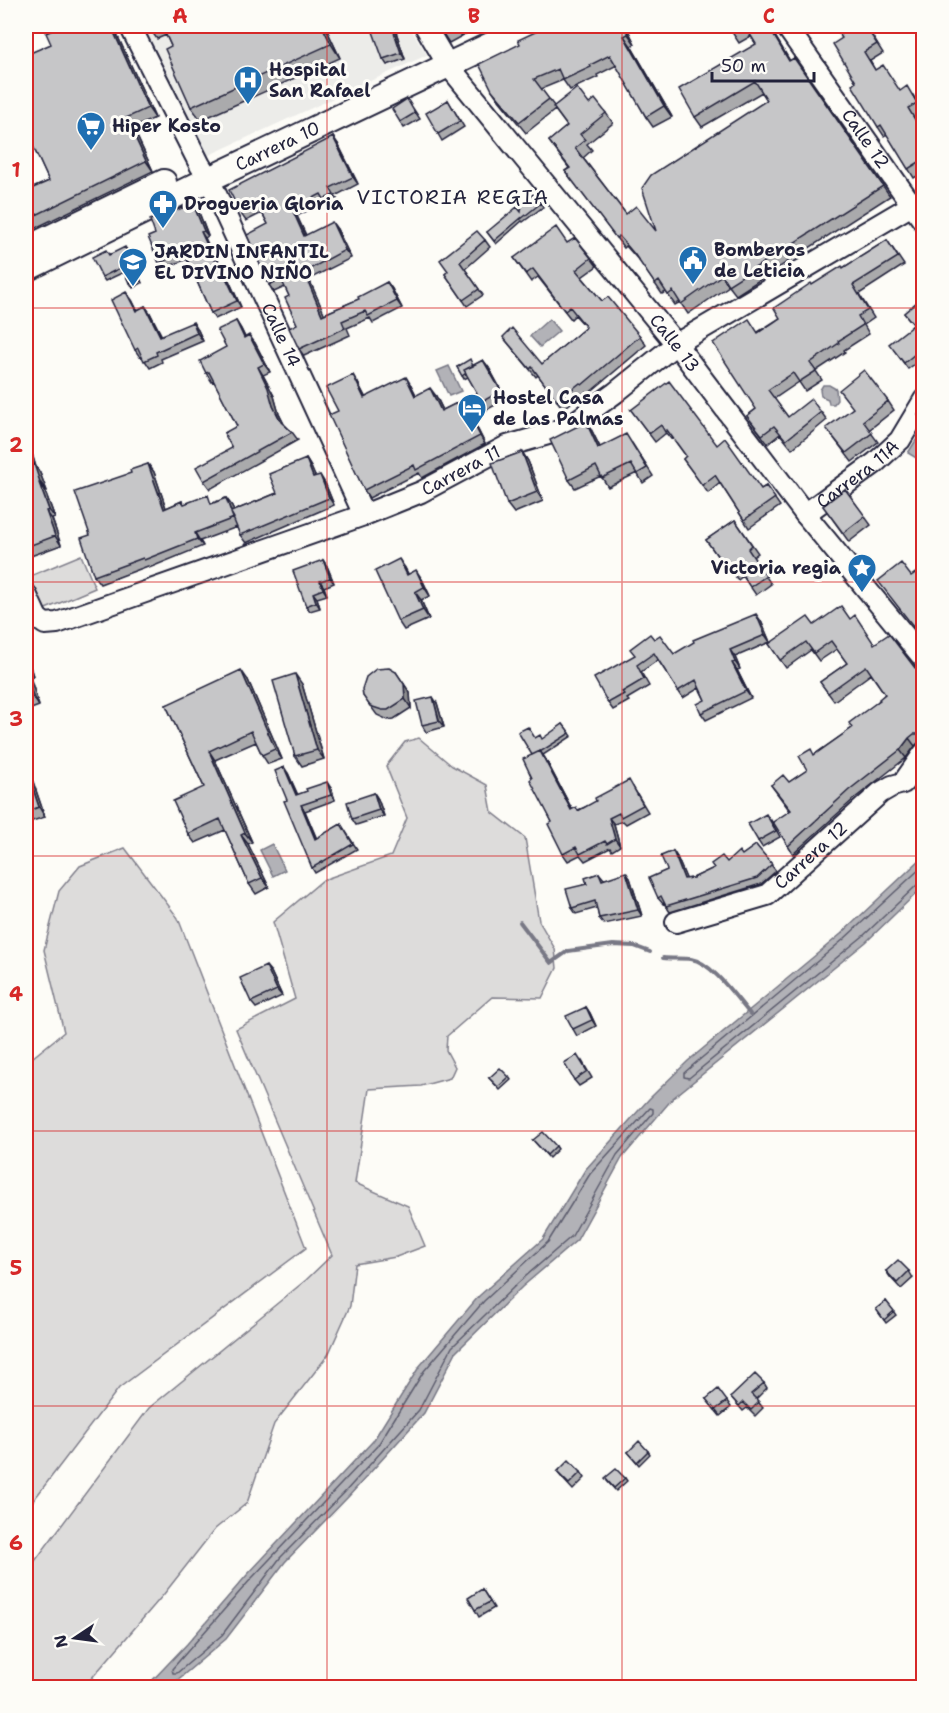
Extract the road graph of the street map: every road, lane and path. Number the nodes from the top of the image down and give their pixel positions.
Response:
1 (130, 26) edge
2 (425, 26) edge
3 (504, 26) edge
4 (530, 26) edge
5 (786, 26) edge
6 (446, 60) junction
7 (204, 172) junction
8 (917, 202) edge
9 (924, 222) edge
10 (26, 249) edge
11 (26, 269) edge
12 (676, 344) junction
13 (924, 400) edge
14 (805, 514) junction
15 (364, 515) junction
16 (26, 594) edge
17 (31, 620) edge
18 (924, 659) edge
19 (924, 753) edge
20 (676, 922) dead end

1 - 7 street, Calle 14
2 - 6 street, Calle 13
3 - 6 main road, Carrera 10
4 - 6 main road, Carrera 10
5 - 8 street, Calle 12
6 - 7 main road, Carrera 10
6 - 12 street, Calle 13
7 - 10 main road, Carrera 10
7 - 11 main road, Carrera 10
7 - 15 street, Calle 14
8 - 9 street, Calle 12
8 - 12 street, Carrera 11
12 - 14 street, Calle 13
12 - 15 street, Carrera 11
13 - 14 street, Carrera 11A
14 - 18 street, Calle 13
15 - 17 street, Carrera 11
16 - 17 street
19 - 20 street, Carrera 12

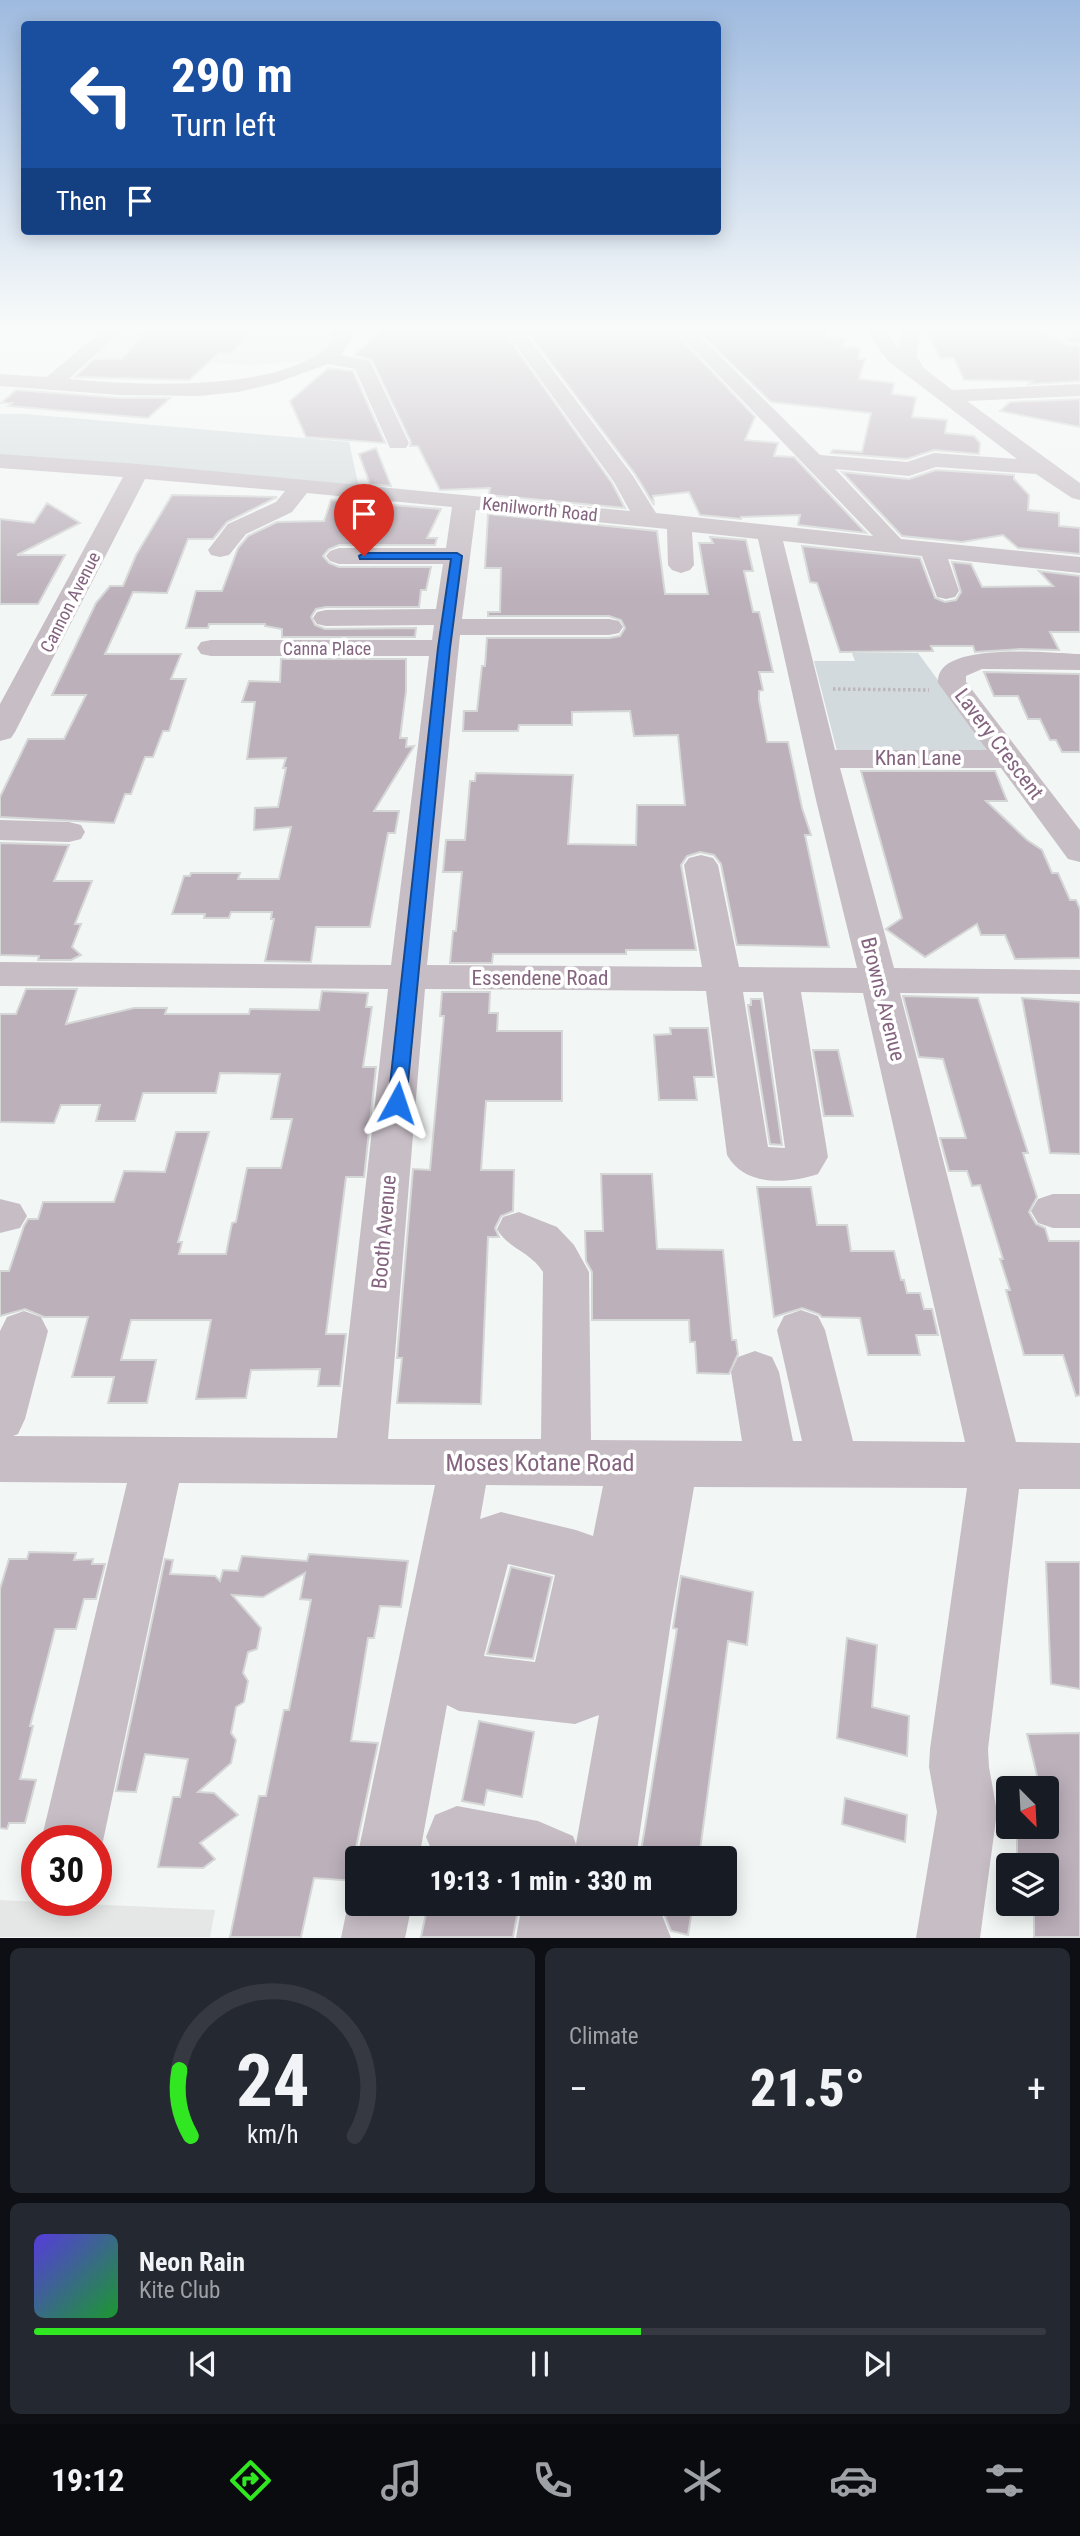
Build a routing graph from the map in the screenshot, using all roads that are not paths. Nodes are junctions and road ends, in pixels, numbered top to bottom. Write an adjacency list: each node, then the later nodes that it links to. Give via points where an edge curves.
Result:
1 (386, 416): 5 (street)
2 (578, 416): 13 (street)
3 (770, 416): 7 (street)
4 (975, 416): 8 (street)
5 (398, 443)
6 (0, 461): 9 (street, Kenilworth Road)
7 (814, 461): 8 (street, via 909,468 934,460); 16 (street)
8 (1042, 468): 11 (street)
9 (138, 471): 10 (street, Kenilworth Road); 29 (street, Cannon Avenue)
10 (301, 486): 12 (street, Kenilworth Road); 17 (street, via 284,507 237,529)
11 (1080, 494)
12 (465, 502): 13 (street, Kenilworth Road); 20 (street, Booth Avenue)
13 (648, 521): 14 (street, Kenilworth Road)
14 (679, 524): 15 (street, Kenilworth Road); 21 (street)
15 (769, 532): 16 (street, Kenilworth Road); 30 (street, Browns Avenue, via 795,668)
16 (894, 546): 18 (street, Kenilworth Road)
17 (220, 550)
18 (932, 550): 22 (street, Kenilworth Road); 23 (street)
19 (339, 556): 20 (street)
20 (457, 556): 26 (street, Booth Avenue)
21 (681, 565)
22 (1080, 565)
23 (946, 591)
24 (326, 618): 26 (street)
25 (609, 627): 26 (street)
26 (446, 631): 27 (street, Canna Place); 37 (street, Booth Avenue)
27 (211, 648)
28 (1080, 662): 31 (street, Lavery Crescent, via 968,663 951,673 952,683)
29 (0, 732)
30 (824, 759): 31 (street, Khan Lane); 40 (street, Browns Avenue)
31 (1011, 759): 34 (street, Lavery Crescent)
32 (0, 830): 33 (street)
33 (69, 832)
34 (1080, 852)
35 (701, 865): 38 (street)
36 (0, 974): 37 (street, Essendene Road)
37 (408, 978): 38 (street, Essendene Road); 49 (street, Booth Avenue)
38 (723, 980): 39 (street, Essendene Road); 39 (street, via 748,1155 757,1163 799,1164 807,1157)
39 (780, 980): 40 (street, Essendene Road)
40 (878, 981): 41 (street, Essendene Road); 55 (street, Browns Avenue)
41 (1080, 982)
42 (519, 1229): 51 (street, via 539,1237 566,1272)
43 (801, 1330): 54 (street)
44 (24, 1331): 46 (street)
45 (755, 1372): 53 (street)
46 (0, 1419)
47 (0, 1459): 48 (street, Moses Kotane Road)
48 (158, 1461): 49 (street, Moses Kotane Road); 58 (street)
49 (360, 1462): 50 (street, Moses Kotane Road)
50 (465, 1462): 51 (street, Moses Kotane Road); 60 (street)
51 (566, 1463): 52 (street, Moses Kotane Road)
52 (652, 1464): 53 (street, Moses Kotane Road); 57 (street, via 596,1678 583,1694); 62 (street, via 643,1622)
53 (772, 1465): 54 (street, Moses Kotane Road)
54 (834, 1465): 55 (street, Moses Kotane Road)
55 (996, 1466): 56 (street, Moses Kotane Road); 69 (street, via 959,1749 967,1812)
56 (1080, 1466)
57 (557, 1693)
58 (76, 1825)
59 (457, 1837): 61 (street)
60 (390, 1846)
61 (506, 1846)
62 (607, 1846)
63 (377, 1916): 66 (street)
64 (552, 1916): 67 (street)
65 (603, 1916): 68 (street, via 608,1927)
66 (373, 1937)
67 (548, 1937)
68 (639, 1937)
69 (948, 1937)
* * * *
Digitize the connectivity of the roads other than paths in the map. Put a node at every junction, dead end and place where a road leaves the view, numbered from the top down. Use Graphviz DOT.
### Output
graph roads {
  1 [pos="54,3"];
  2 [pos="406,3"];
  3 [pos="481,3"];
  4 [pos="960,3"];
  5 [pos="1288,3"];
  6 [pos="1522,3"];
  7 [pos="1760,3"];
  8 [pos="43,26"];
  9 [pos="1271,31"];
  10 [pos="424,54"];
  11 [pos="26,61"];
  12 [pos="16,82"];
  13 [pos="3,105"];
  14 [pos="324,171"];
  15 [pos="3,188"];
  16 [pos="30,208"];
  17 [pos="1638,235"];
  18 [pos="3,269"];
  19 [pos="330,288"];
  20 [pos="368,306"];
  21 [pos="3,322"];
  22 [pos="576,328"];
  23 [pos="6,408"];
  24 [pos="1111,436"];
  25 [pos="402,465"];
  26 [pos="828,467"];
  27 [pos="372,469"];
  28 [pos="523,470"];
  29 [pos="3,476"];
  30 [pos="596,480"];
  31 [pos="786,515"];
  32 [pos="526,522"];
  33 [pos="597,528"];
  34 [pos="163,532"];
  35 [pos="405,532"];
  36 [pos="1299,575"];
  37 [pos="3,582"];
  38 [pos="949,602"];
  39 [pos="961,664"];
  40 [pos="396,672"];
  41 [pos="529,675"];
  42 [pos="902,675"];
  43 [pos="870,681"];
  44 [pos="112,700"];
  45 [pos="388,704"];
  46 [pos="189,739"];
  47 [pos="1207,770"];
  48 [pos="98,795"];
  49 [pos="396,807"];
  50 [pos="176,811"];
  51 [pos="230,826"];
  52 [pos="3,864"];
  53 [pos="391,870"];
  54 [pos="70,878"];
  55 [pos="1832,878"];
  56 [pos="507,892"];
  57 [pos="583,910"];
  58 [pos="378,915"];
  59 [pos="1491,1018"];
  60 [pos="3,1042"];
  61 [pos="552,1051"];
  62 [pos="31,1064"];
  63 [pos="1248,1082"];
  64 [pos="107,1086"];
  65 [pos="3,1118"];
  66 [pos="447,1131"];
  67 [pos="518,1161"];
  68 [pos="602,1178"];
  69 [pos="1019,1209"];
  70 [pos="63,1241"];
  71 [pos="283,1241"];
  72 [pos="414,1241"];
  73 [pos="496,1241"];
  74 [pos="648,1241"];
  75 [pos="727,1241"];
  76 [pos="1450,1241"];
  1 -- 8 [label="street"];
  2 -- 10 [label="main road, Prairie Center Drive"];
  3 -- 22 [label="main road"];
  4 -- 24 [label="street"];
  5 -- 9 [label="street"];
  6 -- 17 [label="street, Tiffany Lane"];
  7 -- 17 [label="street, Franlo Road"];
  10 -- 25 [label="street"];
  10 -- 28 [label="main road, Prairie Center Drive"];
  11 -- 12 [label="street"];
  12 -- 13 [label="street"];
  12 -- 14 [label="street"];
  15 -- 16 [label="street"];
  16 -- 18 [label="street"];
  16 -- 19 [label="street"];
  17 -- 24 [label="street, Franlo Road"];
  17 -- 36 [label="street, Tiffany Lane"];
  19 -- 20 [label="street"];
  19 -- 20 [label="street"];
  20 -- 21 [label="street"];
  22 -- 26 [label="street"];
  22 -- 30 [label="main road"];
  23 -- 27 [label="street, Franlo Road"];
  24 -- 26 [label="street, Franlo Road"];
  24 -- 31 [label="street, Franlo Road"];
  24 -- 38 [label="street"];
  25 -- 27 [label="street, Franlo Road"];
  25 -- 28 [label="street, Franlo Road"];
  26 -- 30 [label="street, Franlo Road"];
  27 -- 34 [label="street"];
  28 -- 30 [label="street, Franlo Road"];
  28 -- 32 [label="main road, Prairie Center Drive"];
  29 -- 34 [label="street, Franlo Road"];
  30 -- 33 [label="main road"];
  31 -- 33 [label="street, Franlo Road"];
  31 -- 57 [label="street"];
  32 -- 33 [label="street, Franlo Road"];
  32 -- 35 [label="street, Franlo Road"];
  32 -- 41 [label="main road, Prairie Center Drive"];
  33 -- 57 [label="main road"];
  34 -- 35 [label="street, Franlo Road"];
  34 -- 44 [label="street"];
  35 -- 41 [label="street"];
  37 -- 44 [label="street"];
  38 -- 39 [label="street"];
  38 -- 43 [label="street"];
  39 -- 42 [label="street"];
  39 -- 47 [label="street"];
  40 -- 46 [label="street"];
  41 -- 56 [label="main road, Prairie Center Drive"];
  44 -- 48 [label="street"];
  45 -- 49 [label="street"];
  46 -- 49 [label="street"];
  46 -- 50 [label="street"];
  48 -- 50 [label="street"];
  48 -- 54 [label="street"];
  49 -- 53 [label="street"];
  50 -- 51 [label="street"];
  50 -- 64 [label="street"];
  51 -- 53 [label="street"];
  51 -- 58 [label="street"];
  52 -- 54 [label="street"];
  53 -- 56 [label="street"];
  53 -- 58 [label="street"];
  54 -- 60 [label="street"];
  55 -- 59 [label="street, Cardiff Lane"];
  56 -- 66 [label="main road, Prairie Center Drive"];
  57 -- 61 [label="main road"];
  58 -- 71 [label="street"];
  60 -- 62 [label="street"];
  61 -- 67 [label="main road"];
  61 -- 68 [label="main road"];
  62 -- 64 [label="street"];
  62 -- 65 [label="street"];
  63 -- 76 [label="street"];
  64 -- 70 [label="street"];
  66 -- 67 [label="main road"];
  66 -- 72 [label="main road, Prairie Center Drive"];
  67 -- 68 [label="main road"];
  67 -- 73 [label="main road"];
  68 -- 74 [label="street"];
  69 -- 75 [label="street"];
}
* * * *
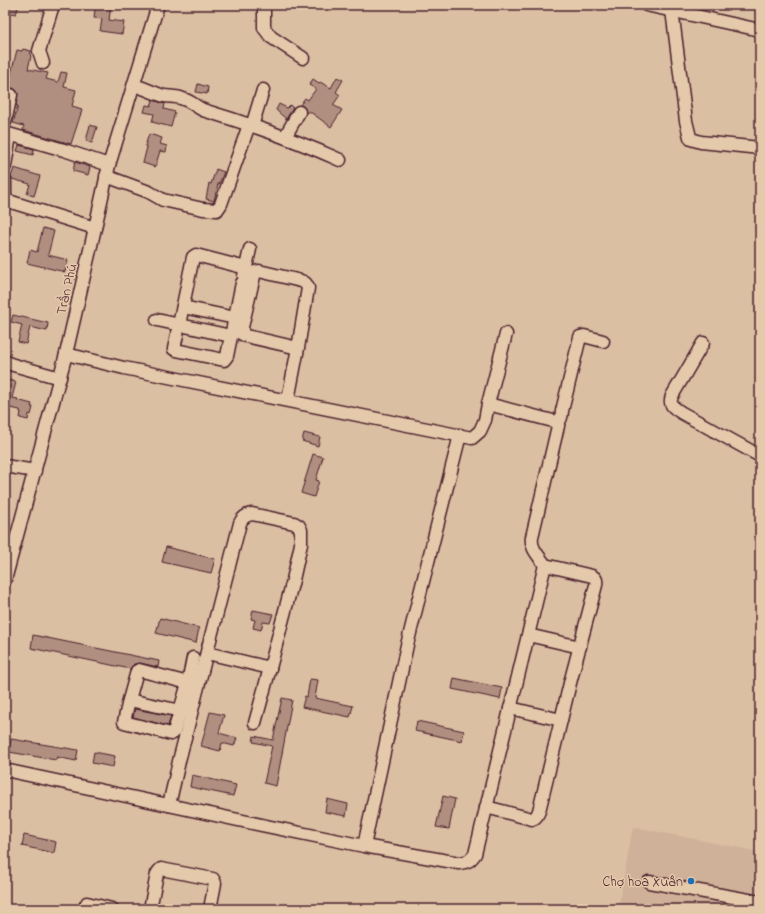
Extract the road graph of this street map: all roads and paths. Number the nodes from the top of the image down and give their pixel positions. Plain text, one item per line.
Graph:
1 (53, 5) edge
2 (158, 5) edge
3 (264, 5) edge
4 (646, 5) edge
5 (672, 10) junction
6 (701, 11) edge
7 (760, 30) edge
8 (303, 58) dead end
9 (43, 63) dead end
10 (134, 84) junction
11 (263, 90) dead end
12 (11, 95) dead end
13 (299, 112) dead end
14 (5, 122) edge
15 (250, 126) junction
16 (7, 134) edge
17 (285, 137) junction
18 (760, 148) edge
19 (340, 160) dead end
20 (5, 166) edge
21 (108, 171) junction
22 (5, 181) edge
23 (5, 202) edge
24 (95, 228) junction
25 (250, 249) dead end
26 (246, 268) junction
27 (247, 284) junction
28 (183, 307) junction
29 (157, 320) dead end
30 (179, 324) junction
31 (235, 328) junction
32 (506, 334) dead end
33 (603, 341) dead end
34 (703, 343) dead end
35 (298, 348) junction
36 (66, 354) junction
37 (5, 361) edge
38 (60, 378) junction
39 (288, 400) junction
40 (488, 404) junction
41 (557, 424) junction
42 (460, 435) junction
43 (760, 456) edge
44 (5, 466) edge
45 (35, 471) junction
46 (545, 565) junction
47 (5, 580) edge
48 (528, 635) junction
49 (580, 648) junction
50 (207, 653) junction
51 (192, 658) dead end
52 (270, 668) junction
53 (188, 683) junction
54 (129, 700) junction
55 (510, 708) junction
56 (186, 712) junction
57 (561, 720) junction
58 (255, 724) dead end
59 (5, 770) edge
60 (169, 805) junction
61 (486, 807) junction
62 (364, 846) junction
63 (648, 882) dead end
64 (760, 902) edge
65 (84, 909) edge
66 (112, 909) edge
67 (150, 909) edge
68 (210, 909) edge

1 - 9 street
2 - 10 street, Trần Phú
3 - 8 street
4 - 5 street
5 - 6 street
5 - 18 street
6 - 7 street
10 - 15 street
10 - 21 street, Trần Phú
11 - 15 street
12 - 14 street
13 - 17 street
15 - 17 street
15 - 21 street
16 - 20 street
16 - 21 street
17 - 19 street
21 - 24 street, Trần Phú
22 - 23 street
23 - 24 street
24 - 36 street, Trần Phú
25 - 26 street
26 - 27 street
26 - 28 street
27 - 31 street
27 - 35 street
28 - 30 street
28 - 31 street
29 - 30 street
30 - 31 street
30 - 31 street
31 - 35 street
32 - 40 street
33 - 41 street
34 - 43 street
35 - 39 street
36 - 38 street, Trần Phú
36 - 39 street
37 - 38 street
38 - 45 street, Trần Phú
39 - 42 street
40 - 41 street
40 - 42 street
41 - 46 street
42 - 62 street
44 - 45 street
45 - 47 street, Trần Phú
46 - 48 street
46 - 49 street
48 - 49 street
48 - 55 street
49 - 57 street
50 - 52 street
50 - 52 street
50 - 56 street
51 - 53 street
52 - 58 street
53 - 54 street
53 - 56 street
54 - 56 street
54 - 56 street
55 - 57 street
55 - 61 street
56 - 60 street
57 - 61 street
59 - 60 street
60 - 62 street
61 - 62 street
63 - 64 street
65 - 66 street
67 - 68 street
* * * *
Task instructions: Go through the entries above, and wherever a line holds the word "every", copy that line.

Answer to this exercise:
Extract the road graph of the street map: every road, lane and path. Number the nodes from the top of the image down and give their pixel positions.
Digitize the connectivity of the roads other than paths in the map. Put a node at every junction, dead end and place where a road leaves the view, numbered from the top down. Use Graphviz DOT.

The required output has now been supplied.